Hunger fundamentally alters a person's relationship with the world, transforming basic needs into overwhelming priorities. The phrase "A hungry stomach cannot hear" captures how physical deprivation can drown out other messages, values, or obligations. When someone is suffering from intense hunger, lofty ideals, instructions, or moral exhortations become secondary to satisfying immediate bodily needs. Hunger's clamor overpowers all else; the mind becomes attuned to finding sustenance rather than absorbing conversation, cultural lessons, or moral reasoning.

Societies often take for granted the capacity to listen, understand, or be persuaded, forgetting that such capacities depend heavily on a baseline of security and well-being. If the fundamental requirement of nourishment is unmet, appeals to reason, discipline, or even empathy frequently go unacknowledged, not from willful ignorance but from primal necessity. For those in hardship, civility, culture, and cooperation may seem distant luxuries when survival itself is at stake.

Jean de La Fontaine, known for his fables drawing moral lessons from everyday life, exposes the physical roots of human receptivity and engagement. Social structures, education, and even familial bonds are weaker in the face of acute hunger. Attempts at moral instruction, ethical debates, or motivational speeches fall flat when directed at someone whose primary experience is emptiness and need.

Such recognition calls for empathy and practical wisdom in approaches to both governance and personal relationships. Addressing basic needs is not only an act of compassion, but a prerequisite for any higher aspirations, civic participation, learning, creativity, and even virtue require a measure of physical security.
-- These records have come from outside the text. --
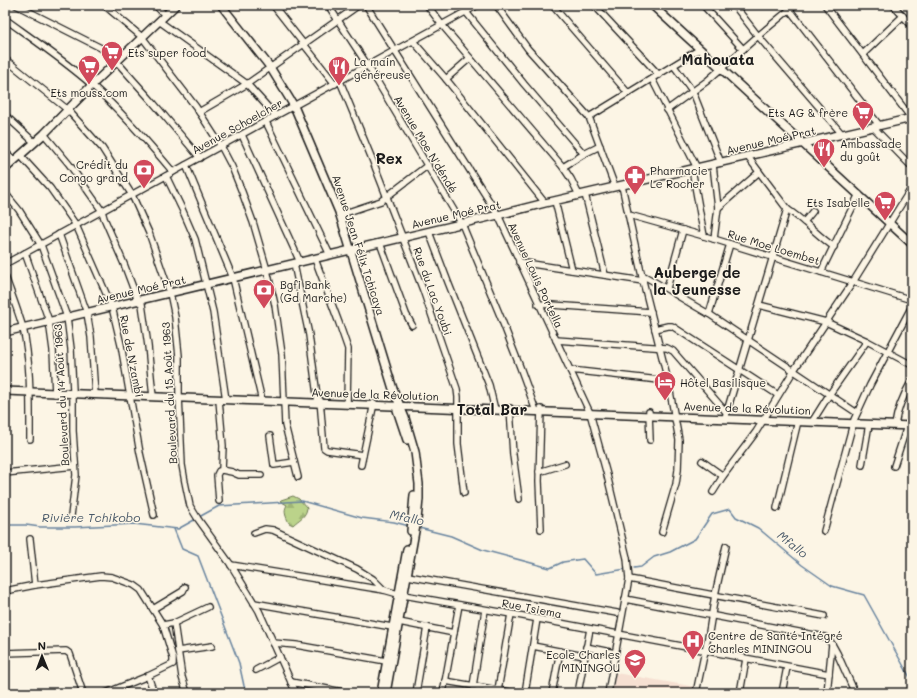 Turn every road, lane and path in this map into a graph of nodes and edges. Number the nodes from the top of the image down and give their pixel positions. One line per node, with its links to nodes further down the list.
1 (7, 5): 23 (street)
2 (16, 5): 42 (street)
3 (104, 5): 33 (street)
4 (155, 5): 25 (street)
5 (176, 5): 25 (street)
6 (221, 5): 45 (street, Avenue Jean Félix Tchicaya)
7 (273, 5): 35 (street, Rue du Lac Youbi)
8 (328, 5): 28 (street, Avenue Moe N'déndé)
9 (359, 5): 28 (street)
10 (366, 5): 38 (street, Avenue Louis Portella)
11 (427, 5): 30 (street)
12 (478, 5): 24 (street, Avenue Schoelcher)
13 (496, 5): 61 (street)
14 (552, 5): 54 (street)
15 (594, 5): 47 (street)
16 (652, 5): 36 (street)
17 (703, 5): 37 (street)
18 (734, 5): 32 (street)
19 (795, 5): 22 (street)
20 (893, 5): 26 (street)
21 (829, 6): 39 (street)
22 (788, 7): 32 (street); 64 (street)
23 (5, 9)
24 (466, 12): 30 (street, Avenue Schoelcher); 73 (street)
25 (165, 15): 29 (street)
26 (903, 16): 31 (street); 39 (street)
27 (5, 19): 52 (street)
28 (338, 19): 35 (street); 43 (street, Avenue Moe N'déndé)
29 (159, 21): 33 (street); 51 (street)
30 (442, 25): 34 (street, Avenue Schoelcher); 40 (street)
31 (912, 26)
32 (758, 36): 37 (street); 66 (street)
33 (142, 37): 42 (street); 58 (street)
34 (413, 41): 38 (street, Avenue Schoelcher); 48 (street)
35 (305, 44): 45 (street); 50 (street, Rue du Lac Youbi)
36 (700, 49): 44 (street); 46 (street)
37 (743, 49): 46 (street)
38 (395, 51): 43 (street, Avenue Schoelcher); 104 (street, Avenue Louis Portella)
39 (863, 54): 62 (street)
40 (470, 58): 48 (street); 82 (street)
41 (5, 59): 56 (street, Boulevard du 15 Août 1963)
42 (117, 62): 52 (street); 76 (street)
43 (368, 66): 50 (street, Avenue Schoelcher); 79 (street, Avenue Moe N'déndé)
44 (674, 66): 47 (street); 53 (street)
45 (270, 67): 51 (street); 55 (street, Avenue Jean Félix Tchicaya)
46 (721, 68): 53 (street); 69 (street)
47 (659, 75): 49 (street)
48 (446, 79): 97 (street)
49 (652, 79): 54 (street); 57 (street)
50 (338, 82): 55 (street, Avenue Schoelcher); 95 (street, Rue du Lac Youbi)
51 (247, 84): 58 (street); 60 (street)
52 (92, 85): 56 (street); 86 (street)
53 (692, 92): 57 (street); 78 (street)
54 (628, 93): 61 (street)
55 (294, 106): 60 (street, Avenue Schoelcher); 102 (street, Avenue Jean Félix Tchicaya)
56 (68, 110): 65 (street); 93 (street, Boulevard du 15 Août 1963)
57 (667, 110): 85 (street)
58 (199, 112): 70 (street)
59 (5, 115): 68 (street)
60 (276, 116): 63 (street, Avenue Schoelcher)
61 (589, 117): 71 (street)
62 (912, 118): 64 (street, Avenue Moé Prat)
63 (266, 122): 67 (street, Avenue Schoelcher); 122 (street)
64 (876, 126): 66 (street, Avenue Moé Prat); 83 (street)
65 (44, 134): 68 (street); 100 (street)
66 (842, 134): 69 (street, Avenue Moé Prat)
67 (242, 135): 70 (street, Avenue Schoelcher); 126 (street)
68 (34, 142): 74 (street)
69 (804, 143): 75 (street, Avenue Moé Prat); 92 (street)
70 (221, 146): 76 (street, Avenue Schoelcher); 128 (street)
71 (600, 146): 73 (street); 89 (street)
72 (5, 152): 77 (street)
73 (584, 154): 82 (street)
74 (20, 155): 77 (street); 108 (street, Rue de N'zambi)
75 (748, 157): 78 (street, Avenue Moé Prat); 87 (street)
76 (200, 158): 81 (street, Avenue Schoelcher)
77 (14, 160): 84 (street)
78 (721, 163): 80 (street, Avenue Moé Prat)
79 (428, 165): 95 (street); 107 (street, Avenue Moe N'déndé)
80 (713, 165): 85 (street, Avenue Moé Prat); 98 (street)
81 (186, 166): 86 (street, Avenue Schoelcher); 133 (street)
82 (563, 167): 94 (street)
83 (912, 167)
84 (5, 169)
85 (695, 169): 89 (street, Avenue Moé Prat); 112 (street)
86 (173, 172): 88 (street, Avenue Schoelcher)
87 (759, 172): 98 (street); 99 (street)
88 (166, 176): 93 (street, Avenue Schoelcher); 136 (street)
89 (618, 187): 94 (street, Avenue Moé Prat); 103 (street)
90 (912, 187): 106 (street)
91 (5, 192): 118 (street, Boulevard du 14 Août 1963)
92 (859, 194): 106 (street); 119 (street)
93 (132, 195): 100 (street, Avenue Schoelcher); 138 (street, Boulevard du 15 Août 1963)
94 (582, 195): 96 (street, Avenue Moé Prat); 131 (street)
95 (387, 196): 102 (street); 113 (street, Rue du Lac Youbi)
96 (555, 201): 97 (street, Avenue Moé Prat); 129 (street)
97 (545, 203): 104 (street, Avenue Moé Prat)
98 (718, 208): 114 (street)
99 (787, 209): 105 (street); 123 (street)
100 (102, 211): 108 (street, Avenue Schoelcher); 140 (street)
101 (813, 211): 105 (street)
102 (339, 215): 120 (street, Avenue Jean Félix Tchicaya)
103 (630, 215): 109 (street, Rue Moe Loembet); 134 (street)
104 (498, 216): 107 (street, Avenue Moé Prat); 125 (street, Avenue Louis Portella)
105 (804, 222): 119 (street)
106 (890, 222): 117 (street); 135 (street)
107 (462, 224): 110 (street, Avenue Moé Prat); 189 (street, Avenue Moe N'déndé)
108 (76, 225): 111 (street, Avenue Schoelcher); 144 (street, Rue de N'zambi)
109 (683, 230): 112 (street, Rue Moe Loembet); 137 (street)
110 (429, 232): 113 (street, Avenue Moé Prat); 187 (street)
111 (60, 234): 118 (street, Avenue Schoelcher); 146 (street)
112 (704, 236): 114 (street, Rue Moe Loembet)
113 (403, 238): 115 (street, Avenue Moé Prat); 186 (street, Rue du Lac Youbi)
114 (714, 240): 116 (street, Rue Moe Loembet)
115 (380, 243): 120 (street, Avenue Moé Prat); 151 (street)
116 (730, 244): 123 (street, Rue Moe Loembet); 147 (street)
117 (912, 244)
118 (41, 245): 121 (street, Avenue Schoelcher); 148 (street, Boulevard du 14 Août 1963)
119 (834, 247): 130 (street)
120 (351, 250): 122 (street, Avenue Moé Prat); 182 (street, Avenue Jean Félix Tchicaya)
121 (25, 254): 127 (street, Avenue Schoelcher); 149 (street)
122 (330, 255): 124 (street, Avenue Moé Prat)
123 (773, 258): 130 (street, Rue Moe Loembet); 142 (street)
124 (315, 259): 126 (street, Avenue Moé Prat); 181 (street)
125 (519, 262): 129 (street); 141 (street, Avenue Louis Portella)
126 (297, 263): 128 (street, Avenue Moé Prat); 180 (street)
127 (5, 264)
128 (267, 270): 133 (street, Avenue Moé Prat); 179 (street)
129 (572, 270): 131 (street)
130 (821, 272): 135 (street, Rue Moe Loembet)
131 (605, 275): 134 (street)
132 (5, 276): 152 (street)
133 (233, 278): 136 (street, Avenue Moé Prat); 178 (street)
134 (643, 278): 137 (street); 145 (street)
135 (853, 282): 139 (street, Rue Moe Loembet); 150 (street)
136 (207, 284): 138 (street, Avenue Moé Prat); 177 (street)
137 (667, 288): 147 (street)
138 (170, 293): 140 (street, Avenue Moé Prat); 176 (street, Boulevard du 15 Août 1963)
139 (912, 300)
140 (138, 301): 144 (street, Avenue Moé Prat); 175 (street)
141 (538, 304): 145 (street); 156 (street, Avenue Louis Portella)
142 (759, 305): 150 (street); 155 (street)
143 (912, 306): 159 (street)
144 (112, 307): 146 (street, Avenue Moé Prat); 172 (street, Rue de N'zambi)
145 (651, 312): 153 (street)
146 (86, 313): 148 (street, Avenue Moé Prat); 171 (street)
147 (710, 314): 155 (street)
148 (67, 317): 149 (street, Avenue Moé Prat); 170 (street, Boulevard du 14 Août 1963)
149 (49, 322): 152 (street, Avenue Moé Prat); 169 (street)
150 (826, 322): 157 (street); 163 (street)
151 (412, 325)
152 (23, 328): 154 (street, Avenue Moé Prat); 167 (street)
153 (655, 329): 158 (street); 162 (street)
154 (5, 332)
155 (748, 339): 162 (street); 163 (street)
156 (556, 340): 158 (street); 161 (street, Avenue Louis Portella)
157 (867, 341): 159 (street); 174 (street)
158 (660, 347): 165 (street); 193 (street)
159 (887, 352): 160 (street); 196 (street)
160 (912, 365)
161 (570, 370): 165 (street); 190 (street, Avenue Louis Portella)
162 (739, 370): 173 (street); 193 (street)
163 (794, 370): 173 (street); 174 (street)
164 (912, 380): 200 (street)
165 (668, 381): 192 (street)
166 (5, 388): 167 (street, Avenue de la Révolution)
167 (30, 391): 168 (street, Avenue de la Révolution); 169 (street, Avenue de la Révolution); 203 (street)
168 (5, 392)
169 (55, 392): 170 (street, Avenue de la Révolution)
170 (73, 393): 171 (street, Avenue de la Révolution); 211 (street, Boulevard du 14 Août 1963)
171 (95, 393): 172 (street, Avenue de la Révolution)
172 (129, 395): 175 (street, Avenue de la Révolution); 224 (street, Rue de N'zambi)
173 (778, 395): 195 (street)
174 (829, 395): 196 (street); 197 (street)
175 (153, 396): 176 (street, Avenue de la Révolution)
176 (179, 397): 177 (street, Avenue de la Révolution); 232 (street, Boulevard du 15 Août 1963)
177 (224, 399): 178 (street, Avenue de la Révolution); 213 (street)
178 (262, 400): 179 (street, Avenue de la Révolution)
179 (285, 400): 180 (street, Avenue de la Révolution); 207 (street)
180 (319, 402): 181 (street, Avenue de la Révolution); 205 (street)
181 (347, 403): 183 (street, Avenue de la Révolution)
182 (398, 403): 183 (street, Avenue de la Révolution); 184 (street, Avenue de la Révolution); 185 (street, Avenue de la Révolution); 186 (street, Avenue de la Révolution); 194 (street, Avenue Jean Félix Tchicaya)
183 (374, 404): 184 (street, Avenue de la Révolution); 205 (street)
184 (385, 406): 194 (street)
185 (412, 407): 186 (street, Avenue de la Révolution); 194 (street)
186 (458, 407): 187 (street, Avenue de la Révolution); 220 (street, Rue du Lac Youbi)
187 (495, 408): 188 (street, Avenue de la Révolution)
188 (510, 409): 189 (street, Avenue de la Révolution); 221 (street)
189 (538, 410): 190 (street, Avenue de la Révolution); 214 (street, Avenue Moe N'déndé)
190 (590, 412): 191 (street, Avenue de la Révolution); 234 (street, Avenue Louis Portella)
191 (649, 413): 192 (street, Avenue de la Révolution); 204 (street)
192 (675, 415): 193 (street, Avenue de la Révolution); 228 (street)
193 (725, 415): 195 (street, Avenue de la Révolution)
194 (402, 417): 233 (street); 239 (street)
195 (764, 418): 197 (street, Avenue de la Révolution); 198 (street, Avenue de la Révolution); 217 (street)
196 (855, 419): 197 (street, Avenue de la Révolution); 199 (street, Avenue de la Révolution); 200 (street, Avenue de la Révolution); 227 (street)
197 (813, 420): 198 (street, Avenue de la Révolution)
198 (798, 421): 223 (street)
199 (869, 424): 200 (street, Avenue de la Révolution); 210 (street)
200 (895, 424): 201 (street, Avenue de la Révolution)
201 (910, 425): 212 (street)
202 (270, 436): 207 (street)
203 (30, 439)
204 (650, 440)
205 (363, 455): 209 (street)
206 (702, 461): 217 (street)
207 (294, 462): 218 (street)
208 (565, 464): 214 (street)
209 (361, 465)
210 (862, 465)
211 (75, 466): 215 (street); 225 (street, Boulevard du 14 Août 1963)
212 (894, 466)
213 (222, 470): 216 (street); 222 (street)
214 (539, 472): 226 (street, Avenue Moe N'déndé)
215 (5, 473)
216 (261, 475)
217 (723, 476): 219 (street)
218 (298, 477)
219 (713, 492)
220 (464, 493)
221 (519, 499)
222 (219, 500)
223 (777, 508)
224 (154, 515)
225 (70, 516)
226 (541, 529)
227 (824, 531)
228 (662, 532)
229 (254, 533): 237 (street)
230 (30, 539): 235 (street)
231 (726, 546): 240 (street)
232 (232, 565): 237 (street, Rue Tsiema); 242 (street, Boulevard du 15 Août 1963)
233 (408, 576): 239 (street); 248 (street)
234 (629, 579): 240 (street); 241 (street, Avenue Louis Portella)
235 (35, 585): 238 (street); 245 (street)
236 (185, 588): 245 (street)
237 (384, 590): 239 (street, Rue Tsiema)
238 (5, 591): 246 (street)
239 (401, 595): 243 (street, Rue Tsiema); 253 (street); 256 (street)
240 (715, 595): 250 (street); 251 (street)
241 (626, 598): 250 (street); 260 (street, Avenue Louis Portella)
242 (254, 603): 256 (street); 261 (street, Boulevard du 15 Août 1963)
243 (459, 605): 247 (street, Rue Tsiema); 259 (street)
244 (208, 607): 254 (street)
245 (153, 609): 255 (street)
246 (5, 610)
247 (485, 610): 249 (street, Rue Tsiema); 281 (street)
248 (617, 613)
249 (510, 614): 252 (street, Rue Tsiema); 283 (street)
250 (712, 616): 262 (street); 267 (street)
251 (824, 616)
252 (538, 619): 258 (street, Rue Tsiema); 264 (street)
253 (399, 622): 257 (street); 291 (street)
254 (174, 623): 255 (street); 266 (street)
255 (163, 625): 278 (street)
256 (392, 627): 274 (street)
257 (427, 628): 259 (street); 292 (street)
258 (590, 629): 260 (street, Rue Tsiema); 265 (street)
259 (454, 633): 279 (street)
260 (619, 635): 267 (street, Rue Tsiema); 269 (street, Avenue Louis Portella)
261 (273, 642): 272 (street, Boulevard du 15 Août 1963); 274 (street)
262 (832, 644): 277 (street); 303 (street)
263 (212, 646): 266 (street)
264 (533, 646): 268 (street); 295 (street)
265 (586, 647): 269 (street); 271 (street)
266 (178, 650): 287 (street)
267 (705, 650): 273 (street, Rue Tsiema); 299 (street)
268 (560, 651): 271 (street); 296 (street)
269 (615, 653): 298 (street, Avenue Louis Portella)
270 (5, 654): 284 (street)
271 (584, 656): 297 (street)
272 (280, 657): 276 (street); 280 (street, Boulevard du 15 Août 1963)
273 (746, 660): 275 (street, Rue Tsiema); 300 (street)
274 (386, 661): 290 (street)
275 (786, 667): 277 (street, Rue Tsiema); 301 (street)
276 (256, 670)
277 (829, 674): 302 (street)
278 (148, 676): 282 (street); 286 (street)
279 (445, 681): 281 (street); 293 (street)
280 (291, 682): 288 (street, Boulevard du 15 Août 1963); 289 (street)
281 (473, 686): 283 (street)
282 (118, 690): 285 (street)
283 (498, 690): 294 (street)
284 (84, 693)
285 (106, 693)
286 (154, 693)
287 (187, 693)
288 (296, 693)
289 (348, 693)
290 (381, 693)
291 (386, 693)
292 (416, 693)
293 (443, 693)
294 (516, 693)
295 (525, 693)
296 (552, 693)
297 (578, 693)
298 (608, 693)
299 (696, 693)
300 (740, 693)
301 (782, 693)
302 (827, 693)
303 (855, 693)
Justice and effective communication both depend, at their foundations, on people being able to hear, process, and respond, a process fundamentally interrupted by want.

Ultimately, the phrase is a powerful reminder that before appealing to the heart or mind, the body’s necessities must be honored. Only then do ears and minds open, making genuine connection, learning, and progress possible.

About the Author

Jean de La Fontaine This quote is written / told by Jean de La Fontaine between July 8, 1621 and April 13, 1695. He was a famous Poet from France. The author also have 38 other quotes.